## EXERCISE
From the line that holds "Turn all roads" to the last line of the data, copy everything exactly; leave out all the rest.

## DATA PROVIDED
·····
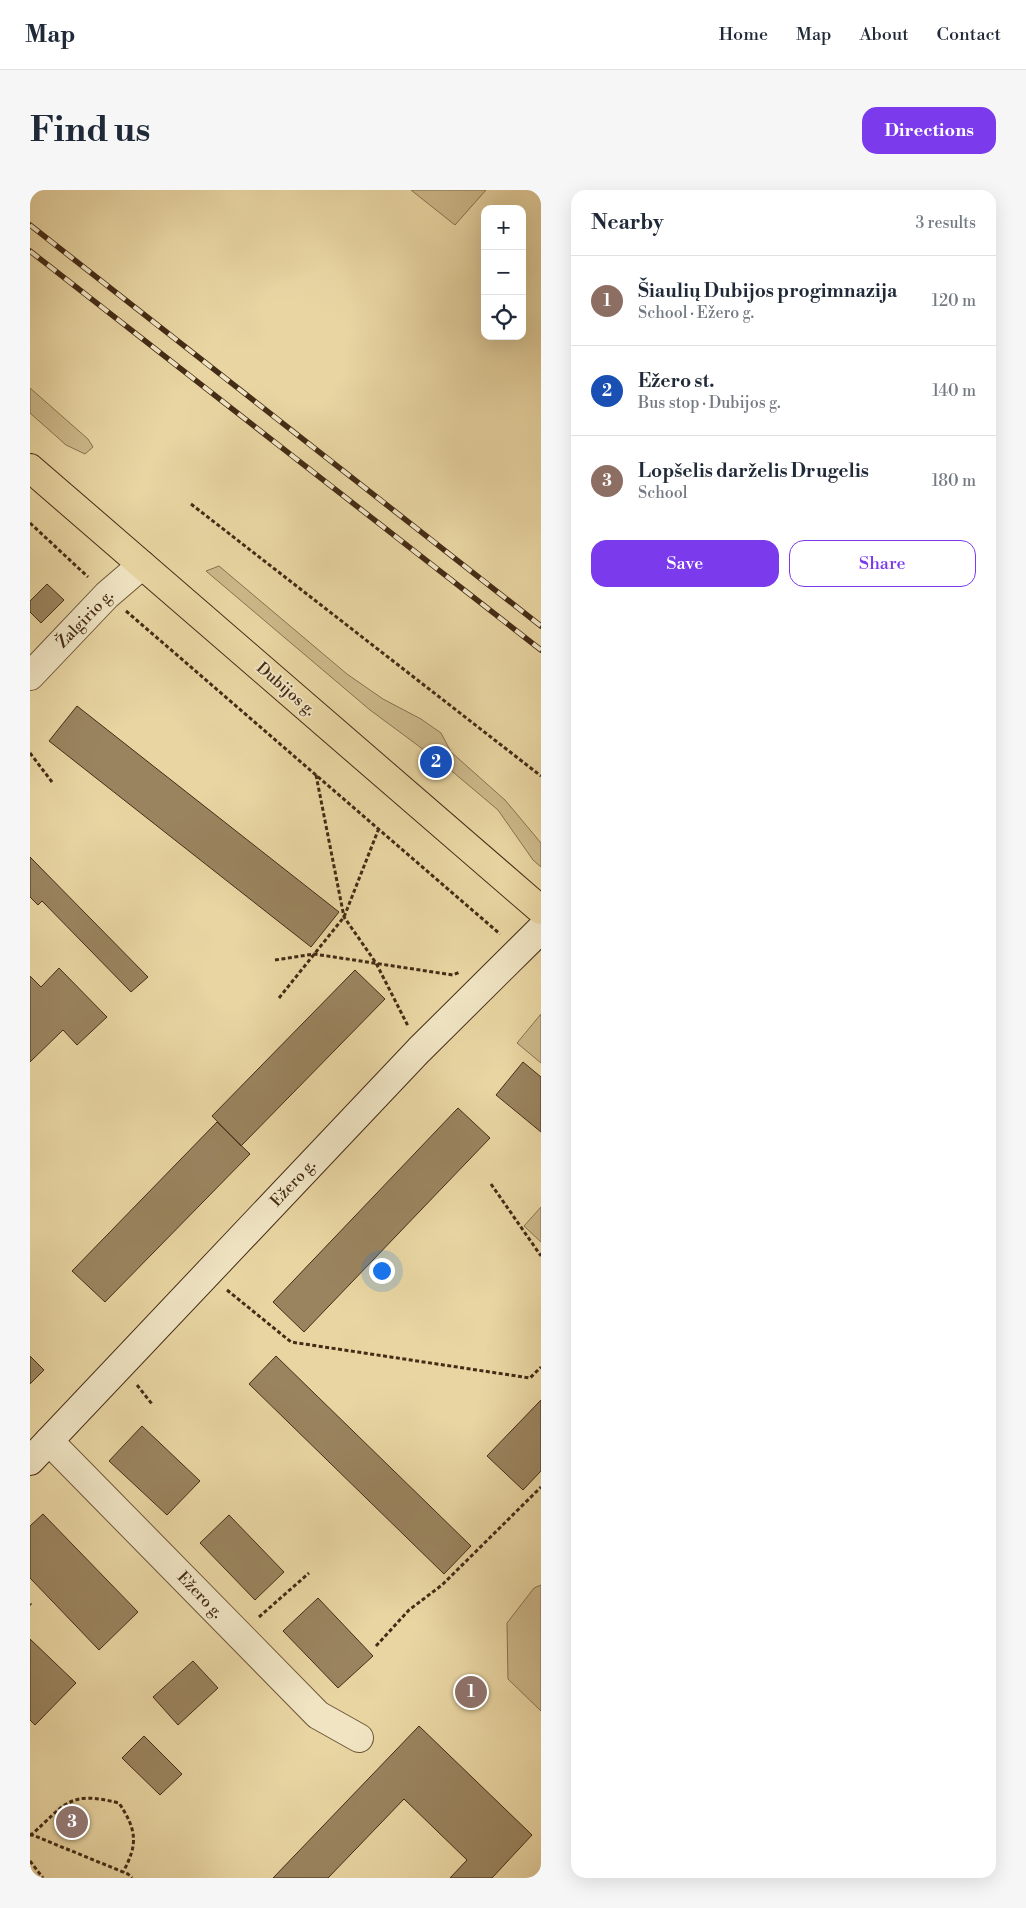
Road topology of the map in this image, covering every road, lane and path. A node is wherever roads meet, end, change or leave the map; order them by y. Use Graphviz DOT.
graph roads {
  1 [pos="30,468"];
  2 [pos="191,504"];
  3 [pos="30,523"];
  4 [pos="142,565"];
  5 [pos="108,595"];
  6 [pos="30,676"];
  7 [pos="30,753"];
  8 [pos="316,774"];
  9 [pos="541,776"];
  10 [pos="52,782"];
  11 [pos="379,828"];
  12 [pos="541,910"];
  13 [pos="344,917"];
  14 [pos="495,930"];
  15 [pos="541,930"];
  16 [pos="314,954"];
  17 [pos="275,960"];
  18 [pos="376,963"];
  19 [pos="462,971"];
  20 [pos="280,998"];
  21 [pos="419,1050"];
  22 [pos="491,1184"];
  23 [pos="541,1256"];
  24 [pos="207,1274"];
  25 [pos="541,1367"];
  26 [pos="48,1441"];
  27 [pos="30,1461"];
  28 [pos="541,1487"];
  29 [pos="309,1574"];
  30 [pos="238,1635"];
  31 [pos="376,1646"];
  32 [pos="359,1738"];
  33 [pos="30,1835"];
  34 [pos="30,1862"];
  35 [pos="123,1872"];
  36 [pos="42,1878"];
  37 [pos="132,1878"];
  1 -- 4 [label="main road, Dubijos g."];
  2 -- 9 [label="path"];
  3 -- 5 [label="path"];
  4 -- 5 [label="main road, Žalgirio g."];
  4 -- 12 [label="main road, Dubijos g."];
  5 -- 6 [label="main road, Žalgirio g."];
  5 -- 8 [label="path"];
  7 -- 10 [label="path"];
  8 -- 11 [label="path"];
  8 -- 13 [label="path"];
  11 -- 13 [label="path"];
  11 -- 14 [label="path"];
  13 -- 16 [label="path"];
  13 -- 18 [label="path"];
  15 -- 21 [label="main road, Ežero g."];
  16 -- 17 [label="path"];
  16 -- 18 [label="path"];
  16 -- 20 [label="path"];
  18 -- 19 [label="path"];
  18 -- 21 [label="path"];
  21 -- 24 [label="main road, Ežero g."];
  22 -- 23 [label="path"];
  24 -- 25 [label="path"];
  24 -- 26 [label="main road, Ežero g."];
  26 -- 27 [label="main road, Ežero g."];
  26 -- 30 [label="main road, Ežero g."];
  28 -- 31 [label="path"];
  29 -- 30 [label="path"];
  30 -- 32 [label="main road, Ežero g."];
  33 -- 35 [label="path"];
  33 -- 35 [label="path"];
  34 -- 36 [label="path"];
  35 -- 37 [label="path"];
}
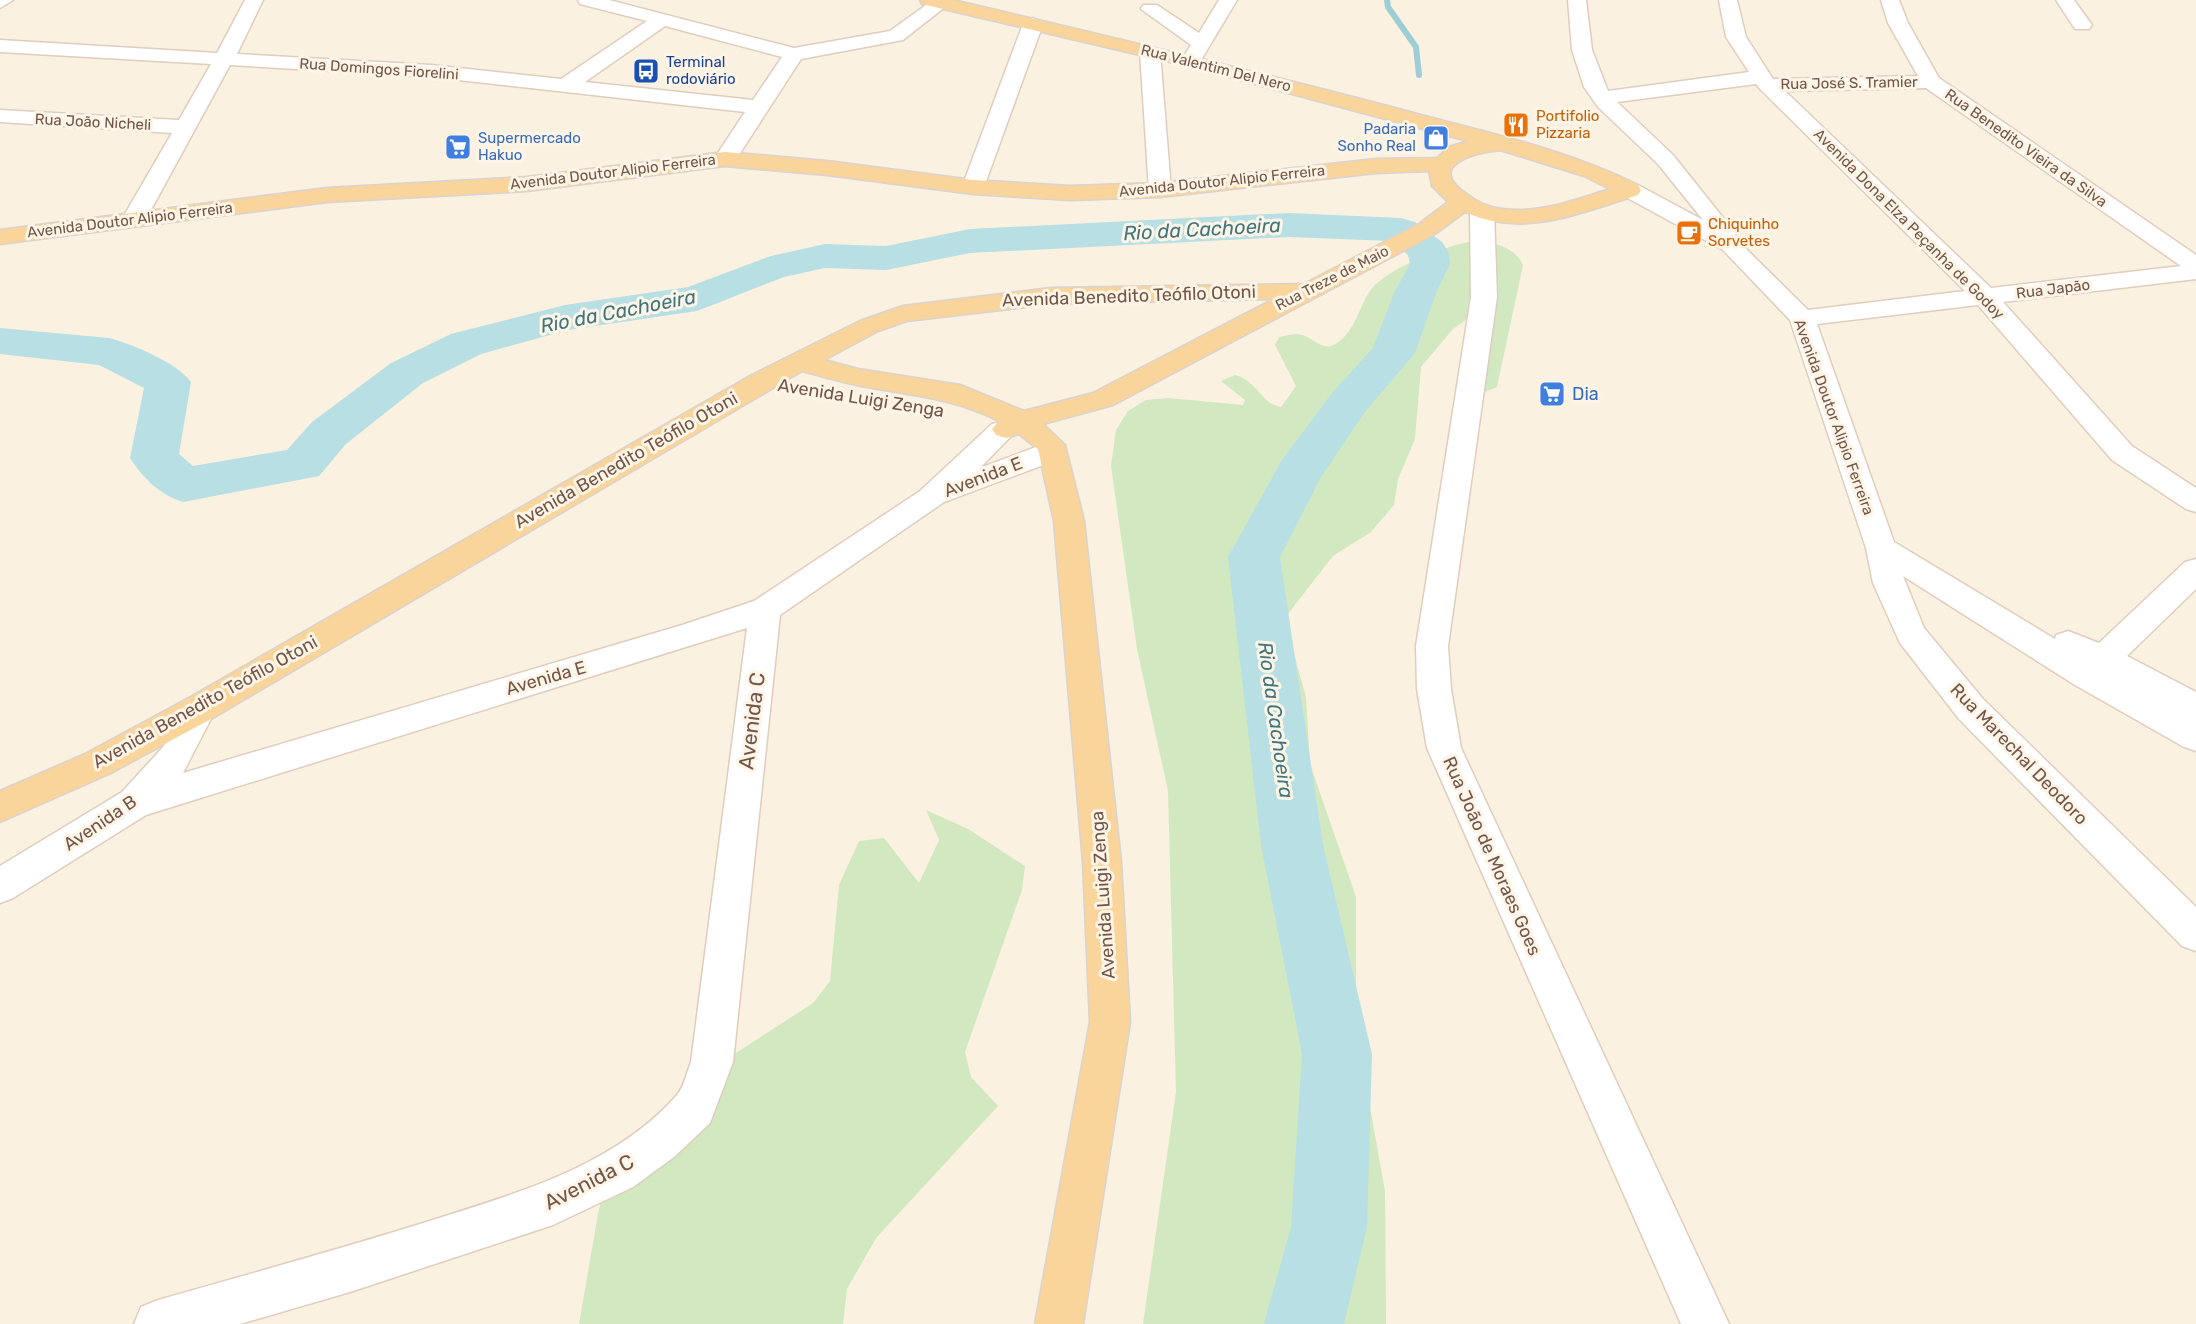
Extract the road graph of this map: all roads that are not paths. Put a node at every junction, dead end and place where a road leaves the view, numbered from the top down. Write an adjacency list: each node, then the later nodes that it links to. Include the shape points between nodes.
1 (254, 0): 17 (street)
2 (587, 0): 10 (street)
3 (1228, 0): 15 (street)
4 (1576, 0): 21 (street, via 1585,61)
5 (1728, 0): 18 (street, Avenida Dona Elza Peçanha de Godoy, via 1736,37)
6 (1890, 0): 19 (street, Rua Benedito Vieira da Silva, via 1898,23)
7 (2065, 0): 12 (street)
8 (935, 1): 11 (main road, Rua Valentim Del Nero); 16 (street, via 896,36)
9 (1150, 9): 15 (street)
10 (663, 19): 16 (street); 20 (street)
11 (1033, 24): 14 (main road, Rua Valentim Del Nero); 28 (street)
12 (2082, 25)
13 (0, 46): 17 (street, Rua Domingos Fiorelini)
14 (1150, 52): 15 (main road, Rua Valentim Del Nero); 30 (street)
15 (1196, 52): 25 (main road, Rua Valentim Del Nero)
16 (794, 54): 22 (street)
17 (225, 57): 20 (street, Rua Domingos Fiorelini, via 431,71); 24 (street)
18 (1764, 81): 19 (street, Rua José S. Tramier); 21 (street, Rua José S. Tramier); 39 (street, Avenida Dona Elza Peçanha de Godoy)
19 (1931, 82): 36 (street, Rua Benedito Vieira da Silva)
20 (566, 86): 22 (street, Rua Domingos Fiorelini)
21 (1602, 98): 29 (street, via 1646,139)
22 (758, 107): 26 (street)
23 (0, 116): 24 (street, Rua João Nicheli)
24 (185, 127): 33 (street)
25 (1501, 143): 27 (main road, via 1471,147 1453,154); 31 (main road, Rua Valentim Del Nero, via 1592,171)
26 (724, 159): 28 (main road, Avenida Doutor Alipio Ferreira); 33 (main road, Avenida Doutor Alipio Ferreira, via 527,184 327,195)
27 (1442, 164): 30 (main road, Avenida Doutor Alipio Ferreira, via 1376,166); 32 (main road, via 1439,177 1446,190)
28 (973, 187): 30 (main road, Avenida Doutor Alipio Ferreira, via 1070,194)
29 (1687, 188): 31 (street); 35 (street)
30 (1160, 190)
31 (1630, 190): 32 (main road, via 1544,214 1514,218); 35 (street, Avenida Doutor Alipio Ferreira)
32 (1472, 208): 38 (main road, Rua Treze de Maio); 61 (street, Rua João de Moraes Goes, via 1484,297 1432,646 1434,689 1444,748)
33 (134, 219): 34 (main road, Avenida Doutor Alipio Ferreira)
34 (0, 237)
35 (1731, 245): 40 (street, Avenida Doutor Alipio Ferreira)
36 (2196, 266)
37 (2196, 272): 39 (street, Rua Japão)
38 (1305, 291): 41 (main road, Avenida Benedito Teófilo Otoni, via 1051,296 973,303 903,314 869,326); 43 (main road, Rua Treze de Maio)
39 (1985, 297): 40 (street, Rua Japão); 47 (street, Avenida Dona Elza Peçanha de Godoy, via 2122,453)
40 (1802, 318): 48 (street, Avenida Doutor Alipio Ferreira)
41 (799, 362): 42 (main road, Avenida Benedito Teófilo Otoni); 44 (main road, Avenida Luigi Zenga, via 960,394)
42 (760, 382): 44 (main road, Avenida Luigi Zenga, via 932,406); 53 (main road, Avenida Benedito Teófilo Otoni)
43 (1103, 399): 44 (main road, Rua Treze de Maio); 45 (main road, Rua Treze de Maio)
44 (1012, 426): 45 (main road, Avenida Luigi Zenga); 46 (street, Avenida E)
45 (1048, 455): 46 (street, Avenida E); 60 (main road, Avenida Luigi Zenga, via 1069,521 1079,603 1102,862 1110,1022)
46 (930, 498): 50 (street, Avenida E)
47 (2196, 502)
48 (1881, 548): 51 (street, via 1991,614); 58 (street, Rua Marechal Deodoro, via 1889,583 1911,634 1971,709)
49 (2196, 570): 51 (street)
50 (765, 609): 55 (street, Avenida E); 59 (street, Avenida C, via 712,1062 694,1108 659,1142 617,1171 537,1209 350,1269)
51 (2095, 668): 52 (street); 54 (street)
52 (2196, 708)
53 (199, 709): 55 (street, Avenida B, via 176,756); 56 (main road, Avenida Benedito Teófilo Otoni, via 97,764)
54 (2196, 737)
55 (135, 803): 57 (street, Avenida B)
56 (0, 807)
57 (0, 886)
58 (2196, 933)
59 (158, 1324)
60 (1059, 1324)
61 (1705, 1324)

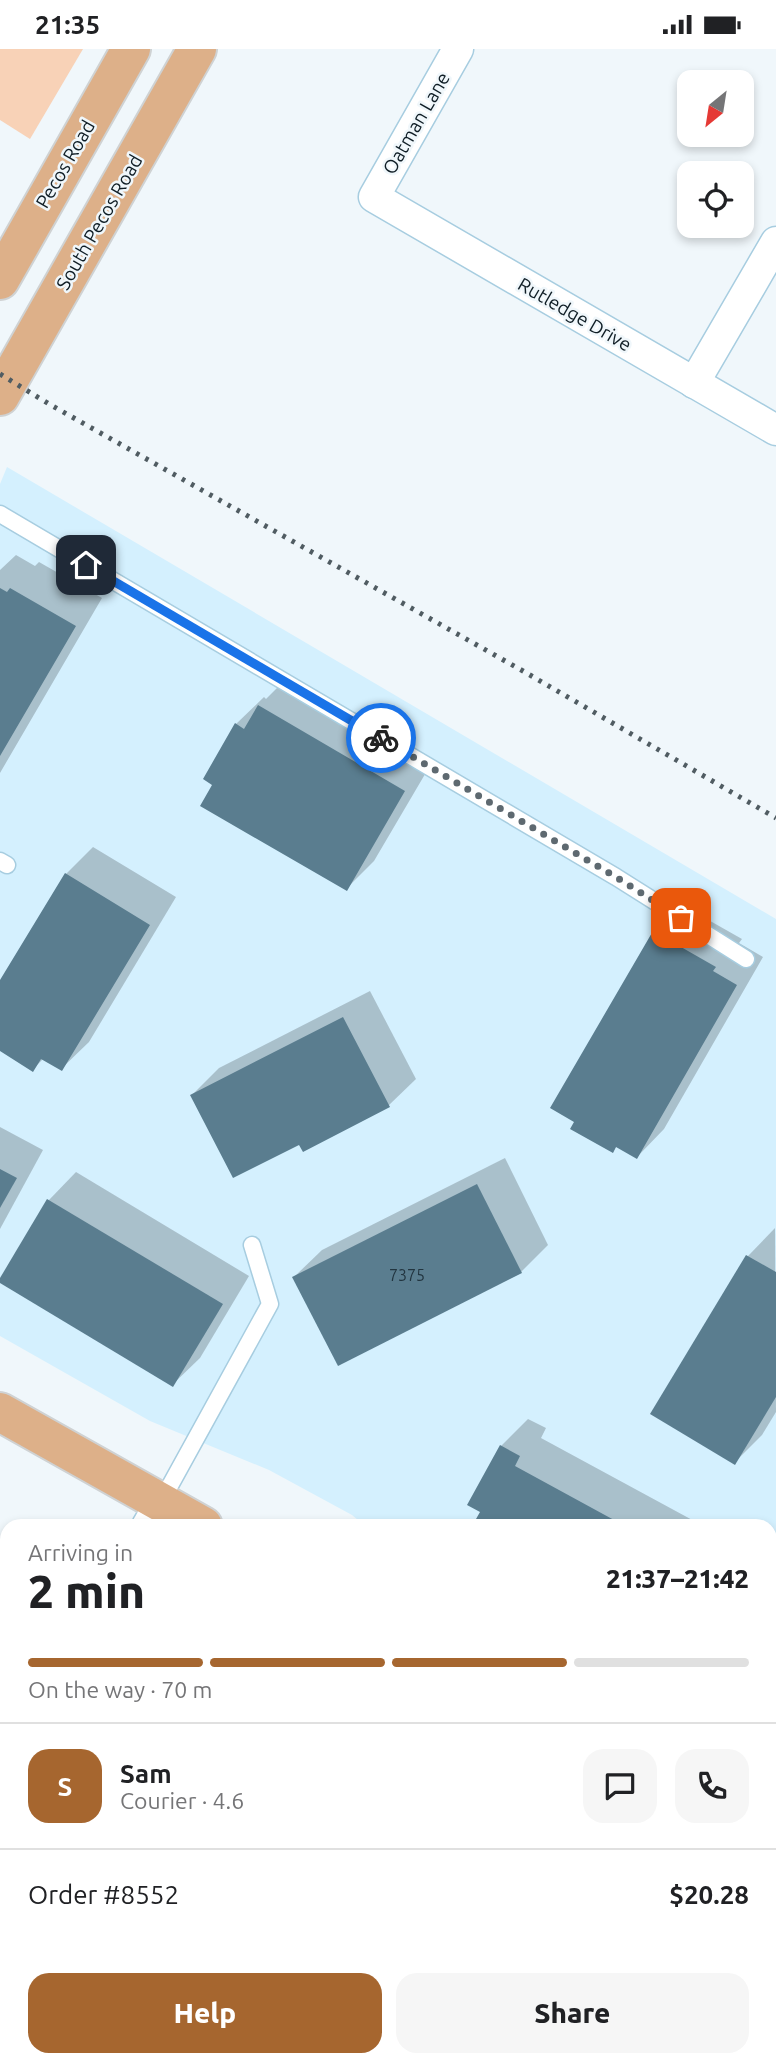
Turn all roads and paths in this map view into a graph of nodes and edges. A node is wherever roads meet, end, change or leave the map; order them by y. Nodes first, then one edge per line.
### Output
1 (131, 49) edge
2 (197, 49) edge
3 (458, 49) edge
4 (374, 197) joint
5 (776, 242) edge
6 (0, 280) edge
7 (694, 383) junction
8 (0, 396) edge
9 (776, 430) edge
10 (0, 514) edge
11 (746, 959) dead end
12 (252, 1245) dead end
13 (0, 1412) edge
14 (154, 1514) edge
15 (174, 1519) edge

1 - 6 main road, Pecos Road
2 - 8 main road, South Pecos Road
3 - 4 street, Oatman Lane
4 - 7 street, Rutledge Drive
5 - 7 street
7 - 9 street, Rutledge Drive
10 - 11 lane
12 - 14 lane
13 - 14 main road
14 - 15 main road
·····
## SOLUTION BELOW
Turn all roads and paths in this map view into a graph of nodes and edges. A node is wherever roads meet, end, change or leave the map; order them by y. Nodes first, then one edge per line.
### Output
1 (131, 49) edge
2 (197, 49) edge
3 (458, 49) edge
4 (374, 197) joint
5 (776, 242) edge
6 (0, 280) edge
7 (694, 383) junction
8 (0, 396) edge
9 (776, 430) edge
10 (0, 514) edge
11 (746, 959) dead end
12 (252, 1245) dead end
13 (0, 1412) edge
14 (154, 1514) edge
15 (174, 1519) edge

1 - 6 main road, Pecos Road
2 - 8 main road, South Pecos Road
3 - 4 street, Oatman Lane
4 - 7 street, Rutledge Drive
5 - 7 street
7 - 9 street, Rutledge Drive
10 - 11 lane
12 - 14 lane
13 - 14 main road
14 - 15 main road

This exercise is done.